[<prev] [next>] [<thread-prev] [thread-next>] [day] [month] [year] [list]
Message-ID: <CAG48ez1CpPmk6BFOztA-=w1U-pvaNBXou6JpcfMKx_ELGSwDVA@mail.gmail.com>
Date: Fri, 28 Sep 2018 23:10:48 +0200
From: Jann Horn <jannh@...gle.com>
To: Tycho Andersen <tycho@...ho.ws>
Cc: Kees Cook <keescook@...omium.org>,
kernel list <linux-kernel@...r.kernel.org>,
Andy Lutomirski <luto@...capital.net>
Subject: Re: [PATCH 3/3] seccomp: introduce read protection for struct seccomp
On Fri, Sep 28, 2018 at 10:56 PM Tycho Andersen <tycho@...ho.ws> wrote:
>
> On Fri, Sep 28, 2018 at 10:33:34PM +0200, Jann Horn wrote:
> > On Fri, Sep 28, 2018 at 5:47 PM Tycho Andersen <tycho@...ho.ws> wrote:
> > > As Jann pointed out, there is a race between SECCOMP_FILTER_FLAG_TSYNC and
> > > the ptrace code that can inspect a filter of another process. Let's
> > > introduce read locking into the two ptrace accesses so that we don't race.
> >
> > Hmm. Is that true? The ptrace code uses get_nth_filter(), which holds
> > the siglock while grabbing the seccomp filter and bumping its
> > refcount. And TSYNC happens from seccomp_set_mode_filter(), which
> > takes the siglock. So this looks okay to me?
>
> Oh, yes, you're right. So I guess we should just change the comment to
> say we're using siglock to represent the read lock.

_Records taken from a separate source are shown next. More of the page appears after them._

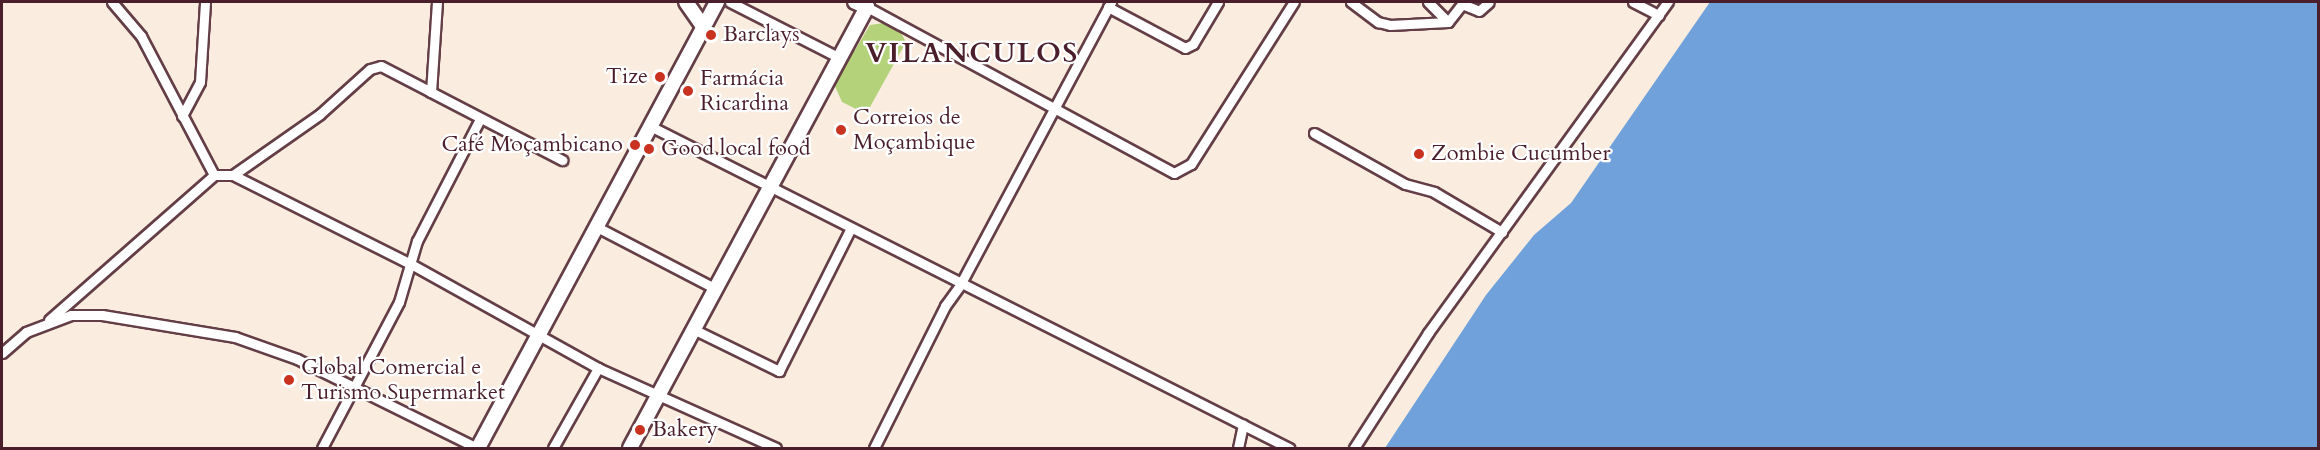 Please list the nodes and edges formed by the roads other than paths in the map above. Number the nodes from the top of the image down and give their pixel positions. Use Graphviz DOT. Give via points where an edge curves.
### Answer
graph roads {
  1 [pos="112,2"];
  2 [pos="205,2"];
  3 [pos="437,2"];
  4 [pos="686,2"];
  5 [pos="717,2"];
  6 [pos="730,2"];
  7 [pos="1218,2"];
  8 [pos="1294,2"];
  9 [pos="1351,2"];
  10 [pos="1428,2"];
  11 [pos="1489,2"];
  12 [pos="1633,2"];
  13 [pos="1668,2"];
  14 [pos="861,4"];
  15 [pos="1109,4"];
  16 [pos="1659,15"];
  17 [pos="1448,22"];
  18 [pos="703,26"];
  19 [pos="838,57"];
  20 [pos="431,92"];
  21 [pos="1055,108"];
  22 [pos="182,116"];
  23 [pos="480,119"];
  24 [pos="650,126"];
  25 [pos="1314,133"];
  26 [pos="562,160"];
  27 [pos="233,175"];
  28 [pos="214,176"];
  29 [pos="769,186"];
  30 [pos="597,227"];
  31 [pos="851,228"];
  32 [pos="1502,232"];
  33 [pos="411,264"];
  34 [pos="960,285"];
  35 [pos="714,288"];
  36 [pos="49,320"];
  37 [pos="693,329"];
  38 [pos="537,335"];
  39 [pos="2,353"];
  40 [pos="598,368"];
  41 [pos="355,386"];
  42 [pos="657,397"];
  43 [pos="1243,425"];
  44 [pos="322,448"];
  45 [pos="477,448"];
  46 [pos="553,448"];
  47 [pos="630,448"];
  48 [pos="776,448"];
  49 [pos="874,448"];
  50 [pos="1238,448"];
  51 [pos="1289,448"];
  52 [pos="1354,448"];
  1 -- 22 [label="street" via="141,36"];
  2 -- 22 [label="street" via="200,82"];
  3 -- 20 [label="street"];
  4 -- 18 [label="main road"];
  5 -- 18 [label="main road"];
  6 -- 19 [label="street"];
  7 -- 15 [label="street" via="1193,44 1185,48"];
  8 -- 21 [label="street" via="1210,136 1182,171 1163,170"];
  9 -- 17 [label="street" via="1384,24"];
  10 -- 17 [label="street"];
  11 -- 17 [label="street" via="1479,11 1462,4"];
  12 -- 16 [label="street"];
  13 -- 16 [label="street"];
  14 -- 19 [label="main road"];
  14 -- 21 [label="street"];
  15 -- 21 [label="street"];
  16 -- 32 [label="street"];
  18 -- 24 [label="main road"];
  19 -- 29 [label="main road"];
  20 -- 23 [label="street"];
  20 -- 27 [label="street" via="381,66 370,69 320,114"];
  21 -- 34 [label="street"];
  22 -- 28 [label="street"];
  23 -- 26 [label="street"];
  23 -- 33 [label="street" via="436,201"];
  24 -- 29 [label="street"];
  24 -- 30 [label="main road"];
  25 -- 32 [label="street" via="1405,184 1434,192"];
  27 -- 28 [label="street"];
  27 -- 33 [label="street"];
  28 -- 36 [label="street"];
  29 -- 31 [label="street"];
  29 -- 35 [label="main road"];
  30 -- 35 [label="street"];
  30 -- 38 [label="main road"];
  31 -- 34 [label="street"];
  31 -- 37 [label="street" via="779,371"];
  32 -- 52 [label="street" via="1428,333"];
  33 -- 38 [label="street"];
  33 -- 41 [label="street" via="399,302"];
  34 -- 43 [label="street"];
  34 -- 49 [label="street" via="945,306"];
  35 -- 37 [label="main road"];
  36 -- 39 [label="street"];
  36 -- 41 [label="street" via="102,315 235,338 297,359"];
  37 -- 42 [label="main road"];
  38 -- 40 [label="street"];
  38 -- 45 [label="main road"];
  40 -- 42 [label="street"];
  40 -- 46 [label="street"];
  41 -- 44 [label="street"];
  41 -- 45 [label="street"];
  42 -- 47 [label="main road"];
  42 -- 48 [label="street"];
  43 -- 50 [label="street"];
  43 -- 51 [label="street"];
}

Hmm... actually, looking at this closer, I think you only need the
siglock for writing. As far as I can tell, any read (no matter if
current or non-current) can just use READ_ONCE(), because once a
seccomp filter is in a task's seccomp filter chain, it can't be freed
until the task reaches free_task() and calls put_seccomp_filter() from
there. And if the task whose seccomp filter you're trying to read can
reach free_task(), you have bigger problems.